Content starts
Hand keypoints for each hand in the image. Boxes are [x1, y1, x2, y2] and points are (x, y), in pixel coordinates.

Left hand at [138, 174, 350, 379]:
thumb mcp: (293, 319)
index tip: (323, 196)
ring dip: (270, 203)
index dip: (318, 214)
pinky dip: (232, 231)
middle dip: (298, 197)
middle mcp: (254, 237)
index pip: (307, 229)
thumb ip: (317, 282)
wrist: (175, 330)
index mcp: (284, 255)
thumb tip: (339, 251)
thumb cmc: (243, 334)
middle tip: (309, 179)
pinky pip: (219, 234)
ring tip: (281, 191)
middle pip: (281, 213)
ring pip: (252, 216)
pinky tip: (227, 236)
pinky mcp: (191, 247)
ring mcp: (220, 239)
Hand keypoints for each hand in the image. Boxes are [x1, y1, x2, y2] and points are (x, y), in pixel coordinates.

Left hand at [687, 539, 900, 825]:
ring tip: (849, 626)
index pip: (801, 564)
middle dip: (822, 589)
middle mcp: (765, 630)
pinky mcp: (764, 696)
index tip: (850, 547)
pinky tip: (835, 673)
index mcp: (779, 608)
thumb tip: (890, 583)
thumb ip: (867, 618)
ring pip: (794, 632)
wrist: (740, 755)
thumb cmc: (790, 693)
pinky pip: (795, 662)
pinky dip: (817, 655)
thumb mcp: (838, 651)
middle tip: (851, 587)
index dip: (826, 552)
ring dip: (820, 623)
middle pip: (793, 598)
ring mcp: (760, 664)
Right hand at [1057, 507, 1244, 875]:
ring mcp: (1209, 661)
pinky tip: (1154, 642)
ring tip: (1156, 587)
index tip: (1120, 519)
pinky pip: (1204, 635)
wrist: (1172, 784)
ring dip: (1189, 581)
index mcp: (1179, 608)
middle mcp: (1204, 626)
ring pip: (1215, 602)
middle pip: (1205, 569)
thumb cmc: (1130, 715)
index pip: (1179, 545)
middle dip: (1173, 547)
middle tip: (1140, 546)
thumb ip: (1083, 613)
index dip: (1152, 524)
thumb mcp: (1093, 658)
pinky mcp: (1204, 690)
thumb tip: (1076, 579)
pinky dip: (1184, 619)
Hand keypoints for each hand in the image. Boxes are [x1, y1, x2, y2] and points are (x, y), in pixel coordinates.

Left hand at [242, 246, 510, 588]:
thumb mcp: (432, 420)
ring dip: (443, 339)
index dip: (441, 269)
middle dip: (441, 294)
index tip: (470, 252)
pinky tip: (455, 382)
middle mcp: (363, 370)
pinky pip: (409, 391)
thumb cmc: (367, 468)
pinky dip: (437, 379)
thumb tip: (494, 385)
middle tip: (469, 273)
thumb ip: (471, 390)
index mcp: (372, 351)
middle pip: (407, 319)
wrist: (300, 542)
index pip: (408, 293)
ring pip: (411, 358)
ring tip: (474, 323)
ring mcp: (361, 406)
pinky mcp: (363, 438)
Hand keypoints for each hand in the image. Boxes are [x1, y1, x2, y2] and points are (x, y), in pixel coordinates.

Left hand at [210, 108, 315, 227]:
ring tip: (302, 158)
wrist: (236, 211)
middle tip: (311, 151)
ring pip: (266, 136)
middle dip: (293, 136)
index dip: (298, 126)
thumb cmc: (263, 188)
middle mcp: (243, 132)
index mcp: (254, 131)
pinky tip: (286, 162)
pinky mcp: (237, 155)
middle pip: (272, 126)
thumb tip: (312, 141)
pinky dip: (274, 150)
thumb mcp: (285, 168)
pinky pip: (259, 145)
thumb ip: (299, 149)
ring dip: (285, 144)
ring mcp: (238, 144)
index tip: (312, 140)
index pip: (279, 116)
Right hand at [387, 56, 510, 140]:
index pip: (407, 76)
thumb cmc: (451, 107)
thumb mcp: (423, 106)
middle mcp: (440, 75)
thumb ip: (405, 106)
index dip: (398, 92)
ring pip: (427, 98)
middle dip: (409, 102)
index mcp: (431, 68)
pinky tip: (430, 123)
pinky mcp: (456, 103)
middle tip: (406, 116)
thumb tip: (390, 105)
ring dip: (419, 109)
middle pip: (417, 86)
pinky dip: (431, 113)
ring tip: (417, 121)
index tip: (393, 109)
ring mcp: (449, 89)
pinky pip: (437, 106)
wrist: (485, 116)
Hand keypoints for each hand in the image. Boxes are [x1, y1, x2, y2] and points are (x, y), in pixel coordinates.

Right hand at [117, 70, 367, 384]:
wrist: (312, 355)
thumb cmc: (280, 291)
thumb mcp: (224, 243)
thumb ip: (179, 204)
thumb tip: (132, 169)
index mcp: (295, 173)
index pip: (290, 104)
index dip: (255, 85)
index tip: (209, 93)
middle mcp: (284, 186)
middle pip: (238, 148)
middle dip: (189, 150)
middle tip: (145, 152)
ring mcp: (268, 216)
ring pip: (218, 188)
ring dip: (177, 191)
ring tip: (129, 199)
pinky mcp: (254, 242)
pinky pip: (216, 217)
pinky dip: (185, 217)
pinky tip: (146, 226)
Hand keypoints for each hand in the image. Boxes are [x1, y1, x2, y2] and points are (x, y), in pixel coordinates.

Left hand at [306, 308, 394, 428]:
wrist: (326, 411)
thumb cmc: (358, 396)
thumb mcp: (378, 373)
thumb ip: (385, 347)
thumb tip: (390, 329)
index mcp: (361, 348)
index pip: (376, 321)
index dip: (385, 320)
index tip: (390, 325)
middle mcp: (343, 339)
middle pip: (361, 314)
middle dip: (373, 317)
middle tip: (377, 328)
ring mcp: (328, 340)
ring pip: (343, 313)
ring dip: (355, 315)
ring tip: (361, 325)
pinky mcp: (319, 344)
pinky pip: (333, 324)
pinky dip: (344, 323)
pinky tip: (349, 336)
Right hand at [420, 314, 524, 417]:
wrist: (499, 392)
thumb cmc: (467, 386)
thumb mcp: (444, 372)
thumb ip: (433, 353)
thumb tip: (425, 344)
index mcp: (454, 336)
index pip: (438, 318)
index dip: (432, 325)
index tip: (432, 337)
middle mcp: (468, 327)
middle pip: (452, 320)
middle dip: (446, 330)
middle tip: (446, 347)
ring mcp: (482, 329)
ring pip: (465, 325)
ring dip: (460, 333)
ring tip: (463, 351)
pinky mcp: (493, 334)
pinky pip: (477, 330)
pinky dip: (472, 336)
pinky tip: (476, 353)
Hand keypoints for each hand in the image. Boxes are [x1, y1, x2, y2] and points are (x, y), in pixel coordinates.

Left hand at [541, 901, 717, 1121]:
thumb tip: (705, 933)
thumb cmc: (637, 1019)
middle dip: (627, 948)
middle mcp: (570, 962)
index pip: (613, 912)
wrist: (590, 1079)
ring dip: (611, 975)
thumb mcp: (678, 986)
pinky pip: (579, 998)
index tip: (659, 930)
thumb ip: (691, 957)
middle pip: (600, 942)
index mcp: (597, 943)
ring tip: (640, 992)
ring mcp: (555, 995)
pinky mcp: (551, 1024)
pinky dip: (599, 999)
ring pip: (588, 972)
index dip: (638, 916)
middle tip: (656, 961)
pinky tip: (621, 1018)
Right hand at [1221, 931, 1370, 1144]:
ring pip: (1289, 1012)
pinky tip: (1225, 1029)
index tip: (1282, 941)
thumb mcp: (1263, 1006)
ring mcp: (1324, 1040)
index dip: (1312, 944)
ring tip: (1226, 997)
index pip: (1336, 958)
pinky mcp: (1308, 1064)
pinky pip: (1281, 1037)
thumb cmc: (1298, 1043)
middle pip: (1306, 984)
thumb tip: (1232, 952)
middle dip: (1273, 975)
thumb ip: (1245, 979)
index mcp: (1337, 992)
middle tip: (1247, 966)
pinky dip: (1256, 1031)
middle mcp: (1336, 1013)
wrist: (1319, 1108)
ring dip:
Content ends
▸ Exercise: Write the entries out once more, exactly as they appear.

▸ Solution:
Hand keypoints for each hand in the image. Boxes are [x1, y1, x2, y2] and points are (x, y), in pixel coordinates.

Left hand at [138, 174, 350, 379]:
thumb mcp: (293, 319)
index tip: (323, 196)
ring dip: (270, 203)
index dip: (318, 214)
pinky dip: (232, 231)
middle dip: (298, 197)
middle mcp: (254, 237)
index pip: (307, 229)
thumb ip: (317, 282)
wrist: (175, 330)
index mcp: (284, 255)
thumb tip: (339, 251)
thumb cmc: (243, 334)
middle tip: (309, 179)
pinky pip: (219, 234)
ring tip: (281, 191)
middle pip: (281, 213)
ring pip: (252, 216)
pinky tip: (227, 236)
pinky mcp: (191, 247)
ring mcp: (220, 239)
Hand keypoints for each hand in the image. Boxes are [x1, y1, x2, y2] and points are (x, y), in pixel coordinates.

Left hand at [687, 539, 900, 825]:
ring tip: (849, 626)
index pip: (801, 564)
middle dip: (822, 589)
middle mcp: (765, 630)
pinky mcp: (764, 696)
index tip: (850, 547)
pinky tip: (835, 673)
index mcp: (779, 608)
thumb tip: (890, 583)
thumb ip: (867, 618)
ring pip: (794, 632)
wrist: (740, 755)
thumb cmc: (790, 693)
pinky pip: (795, 662)
pinky dip: (817, 655)
thumb mcp: (838, 651)
middle tip: (851, 587)
index dip: (826, 552)
ring dip: (820, 623)
middle pip: (793, 598)
ring mcp: (760, 664)
Right hand at [1057, 507, 1244, 875]:
ring mcp: (1209, 661)
pinky tip: (1154, 642)
ring tip: (1156, 587)
index tip: (1120, 519)
pinky pip: (1204, 635)
wrist: (1172, 784)
ring dip: (1189, 581)
index mcp: (1179, 608)
middle mcp: (1204, 626)
ring pip: (1215, 602)
middle pip: (1205, 569)
thumb cmc: (1130, 715)
index pip: (1179, 545)
middle dip: (1173, 547)
middle tip: (1140, 546)
thumb ip: (1083, 613)
index dip: (1152, 524)
thumb mcp: (1093, 658)
pinky mcp: (1204, 690)
thumb tip: (1076, 579)
pinky dip: (1184, 619)
Hand keypoints for each hand in the image. Boxes are [x1, y1, x2, y2] and points are (x, y), in pixel coordinates.

Left hand at [242, 246, 510, 588]:
thumb mcp: (432, 420)
ring dip: (443, 339)
index dip: (441, 269)
middle dip: (441, 294)
index tip: (470, 252)
pinky tip: (455, 382)
middle mcp: (363, 370)
pinky pip: (409, 391)
thumb cmc: (367, 468)
pinky dip: (437, 379)
thumb tip: (494, 385)
middle tip: (469, 273)
thumb ip: (471, 390)
index mcp: (372, 351)
middle pip: (407, 319)
wrist: (300, 542)
index pip: (408, 293)
ring pip: (411, 358)
ring tip: (474, 323)
ring mcp: (361, 406)
pinky mcp: (363, 438)
Hand keypoints for each hand in the image. Boxes are [x1, y1, x2, y2] and points are (x, y), in pixel coordinates.

Left hand at [210, 108, 315, 227]:
ring tip: (302, 158)
wrist: (236, 211)
middle tip: (311, 151)
ring pip: (266, 136)
middle dip: (293, 136)
index dip: (298, 126)
thumb cmc: (263, 188)
middle mcp: (243, 132)
index mcp: (254, 131)
pinky tip: (286, 162)
pinky mcp: (237, 155)
middle pip: (272, 126)
thumb tip: (312, 141)
pinky dip: (274, 150)
thumb mcp: (285, 168)
pinky pip: (259, 145)
thumb ip: (299, 149)
ring dip: (285, 144)
ring mcp: (238, 144)
index tip: (312, 140)
index pip: (279, 116)
Right hand at [387, 56, 510, 140]:
index pip: (407, 76)
thumb cmc: (451, 107)
thumb mcp: (423, 106)
middle mcp: (440, 75)
thumb ip: (405, 106)
index dip: (398, 92)
ring pip: (427, 98)
middle dip: (409, 102)
index mcp: (431, 68)
pinky tip: (430, 123)
pinky mcp: (456, 103)
middle tip: (406, 116)
thumb tip: (390, 105)
ring dip: (419, 109)
middle pip: (417, 86)
pinky dip: (431, 113)
ring tip: (417, 121)
index tip: (393, 109)
ring mcp: (449, 89)
pinky pip: (437, 106)
wrist: (485, 116)
Hand keypoints for each hand in the image. Boxes are [x1, y1, x2, y2] and points are (x, y), in pixel coordinates.

Right hand at [117, 70, 367, 384]:
wrist: (312, 355)
thumb cmc: (280, 291)
thumb mcp: (224, 243)
thumb ip: (179, 204)
thumb tip: (132, 169)
index mcp: (295, 173)
index pip: (290, 104)
index dip: (255, 85)
index tip: (209, 93)
middle mcp: (284, 186)
middle pip: (238, 148)
middle dip: (189, 150)
middle tip: (145, 152)
ring mcp: (268, 216)
ring pip: (218, 188)
ring dip: (177, 191)
ring tip: (129, 199)
pinky mcp: (254, 242)
pinky pip: (216, 217)
pinky dip: (185, 217)
pinky tip: (146, 226)
Hand keypoints for each hand in the image. Boxes are [x1, y1, x2, y2] and points are (x, y), in pixel coordinates.

Left hand at [306, 308, 394, 428]:
wrist: (326, 411)
thumb cmc: (358, 396)
thumb mcp: (378, 373)
thumb ip: (385, 347)
thumb tip: (390, 329)
index mcp: (361, 348)
index pip: (376, 321)
index dip: (385, 320)
index tip: (390, 325)
middle mcp: (343, 339)
middle pip: (361, 314)
middle dip: (373, 317)
middle tip: (377, 328)
ring mcp: (328, 340)
ring pip: (343, 313)
ring dip: (355, 315)
ring tip: (361, 325)
pinky mcp: (319, 344)
pinky pip: (333, 324)
pinky dip: (344, 323)
pinky tip: (349, 336)
Right hand at [420, 314, 524, 417]:
wrist: (499, 392)
thumb cmc: (467, 386)
thumb mcp: (444, 372)
thumb ip: (433, 353)
thumb tip: (425, 344)
index mcp: (454, 336)
index pip: (438, 318)
index dip: (432, 325)
index tip: (432, 337)
middle mcp: (468, 327)
middle pip: (452, 320)
middle dip: (446, 330)
middle tip: (446, 347)
ring mcp: (482, 329)
ring pip: (465, 325)
ring dip: (460, 333)
ring tip: (463, 351)
pinky mcp: (493, 334)
pinky pip: (477, 330)
pinky dip: (472, 336)
pinky tip: (476, 353)
Hand keypoints for each hand in the image. Boxes are [x1, y1, x2, y2] and points are (x, y), in pixel coordinates.

Left hand at [541, 901, 717, 1121]:
thumb tip: (705, 933)
thumb cmc: (637, 1019)
middle dip: (627, 948)
middle mcp: (570, 962)
index pip: (613, 912)
wrist: (590, 1079)
ring dip: (611, 975)
thumb mcp: (678, 986)
pinky pip: (579, 998)
index tip: (659, 930)
thumb ip: (691, 957)
middle pip: (600, 942)
index mcp: (597, 943)
ring tip: (640, 992)
ring mcp: (555, 995)
pinky mcp: (551, 1024)
pinky dip: (599, 999)
ring pip: (588, 972)
index dip: (638, 916)
middle tip: (656, 961)
pinky tip: (621, 1018)
Right hand at [1221, 931, 1370, 1144]:
ring pip: (1289, 1012)
pinky tip: (1225, 1029)
index tip: (1282, 941)
thumb mcp: (1263, 1006)
ring mcp: (1324, 1040)
index dip: (1312, 944)
ring tip: (1226, 997)
index pip: (1336, 958)
pinky mcp: (1308, 1064)
pinky pip: (1281, 1037)
thumb cmc: (1298, 1043)
middle pip: (1306, 984)
thumb tip: (1232, 952)
middle dip: (1273, 975)
thumb ip: (1245, 979)
index mcp: (1337, 992)
middle tip: (1247, 966)
pinky dip: (1256, 1031)
middle mcp: (1336, 1013)
wrist: (1319, 1108)
ring dip:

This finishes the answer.